La tensión política entre Teherán y Washington ha alcanzado un nuevo punto crítico tras las declaraciones cruzadas entre el ayatolá Alí Jamenei y el presidente Donald Trump. Desde Dubái, el líder supremo iraní señaló directamente al mandatario estadounidense como el principal responsable de las muertes y perjuicios sufridos por Irán, calificándolo de "culpable" por orquestar lo que describió como una conspiración internacional para desestabilizar la nación. Según Jamenei, las protestas que han sacudido al país no son movimientos espontáneos, sino una estrategia de Estados Unidos para someter a Irán en los ámbitos militar, político y económico.
En un discurso de tono severo, Jamenei reconoció que miles de ciudadanos perdieron la vida de manera "inhumana y salvaje" durante los disturbios iniciados en diciembre por la crisis económica. No obstante, atribuyó estas muertes a "soldados rasos" dirigidos por Washington, a quienes llamó sediciosos, y advirtió que no habrá clemencia ni para los criminales locales ni para sus instigadores extranjeros. Según el líder iraní, el apoyo explícito de la Casa Blanca a los manifestantes es prueba de una injerencia criminal que busca quebrar la soberanía del país.

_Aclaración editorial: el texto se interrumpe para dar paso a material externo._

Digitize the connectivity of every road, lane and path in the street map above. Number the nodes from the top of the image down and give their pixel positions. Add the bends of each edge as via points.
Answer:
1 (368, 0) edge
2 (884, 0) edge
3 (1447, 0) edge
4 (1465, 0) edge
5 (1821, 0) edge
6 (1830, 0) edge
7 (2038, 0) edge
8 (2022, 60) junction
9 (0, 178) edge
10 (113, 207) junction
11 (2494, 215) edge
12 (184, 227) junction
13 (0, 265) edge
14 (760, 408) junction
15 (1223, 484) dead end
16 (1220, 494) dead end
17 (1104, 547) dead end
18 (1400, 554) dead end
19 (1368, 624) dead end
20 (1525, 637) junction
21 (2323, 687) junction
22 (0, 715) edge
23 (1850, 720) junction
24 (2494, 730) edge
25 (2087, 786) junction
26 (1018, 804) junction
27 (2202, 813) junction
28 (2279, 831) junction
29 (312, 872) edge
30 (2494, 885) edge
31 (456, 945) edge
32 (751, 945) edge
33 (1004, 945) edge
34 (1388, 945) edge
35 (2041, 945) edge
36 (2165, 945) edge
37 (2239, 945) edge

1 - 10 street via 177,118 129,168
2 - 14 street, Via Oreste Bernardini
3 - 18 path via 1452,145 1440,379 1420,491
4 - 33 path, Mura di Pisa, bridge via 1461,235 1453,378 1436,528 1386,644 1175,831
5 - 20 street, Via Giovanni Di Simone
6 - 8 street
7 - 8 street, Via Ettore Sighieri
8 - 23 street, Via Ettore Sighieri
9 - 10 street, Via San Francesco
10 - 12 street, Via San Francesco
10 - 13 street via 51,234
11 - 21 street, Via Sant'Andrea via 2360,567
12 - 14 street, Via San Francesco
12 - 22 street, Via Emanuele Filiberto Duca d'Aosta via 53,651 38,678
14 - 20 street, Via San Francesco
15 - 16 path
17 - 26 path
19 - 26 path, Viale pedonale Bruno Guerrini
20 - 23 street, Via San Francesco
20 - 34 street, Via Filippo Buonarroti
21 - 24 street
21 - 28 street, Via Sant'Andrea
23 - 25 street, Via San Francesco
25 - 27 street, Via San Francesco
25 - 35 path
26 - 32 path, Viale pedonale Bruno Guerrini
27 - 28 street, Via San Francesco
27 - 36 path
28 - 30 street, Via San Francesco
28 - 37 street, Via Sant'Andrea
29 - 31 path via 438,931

Por su parte, Donald Trump respondió con dureza a las acusaciones, calificando a Jamenei de "enfermo" y acusándolo de recurrir a niveles de violencia sin precedentes para mantener el control. En una entrevista concedida a Político, el magnate republicano sostuvo que el gobierno iraní es el verdadero responsable de la destrucción de su propia nación y sugirió que es imperativo buscar un nuevo liderazgo en el país asiático. Trump instó a los dirigentes iraníes a centrarse en la gestión administrativa en lugar de recurrir a la matanza de miles de personas para sostenerse en el poder, subrayando que el respeto debe prevalecer sobre el miedo.
Mientras el debate político se intensifica, la incertidumbre sobre el costo humano persiste. Aunque el gobierno de Irán ha evitado ofrecer una cifra oficial de víctimas, organizaciones como Iran Human Rights estiman los fallecimientos en más de 3,400, mientras que otros organismos internacionales sugieren que el saldo podría ascender hasta los 20,000 muertos. Para respaldar su narrativa de intervención extranjera, las autoridades de Teherán difundieron imágenes de individuos armados infiltrados en las marchas, presentándolos como saboteadores externos responsables de la escalada de violencia que ha enlutado al país.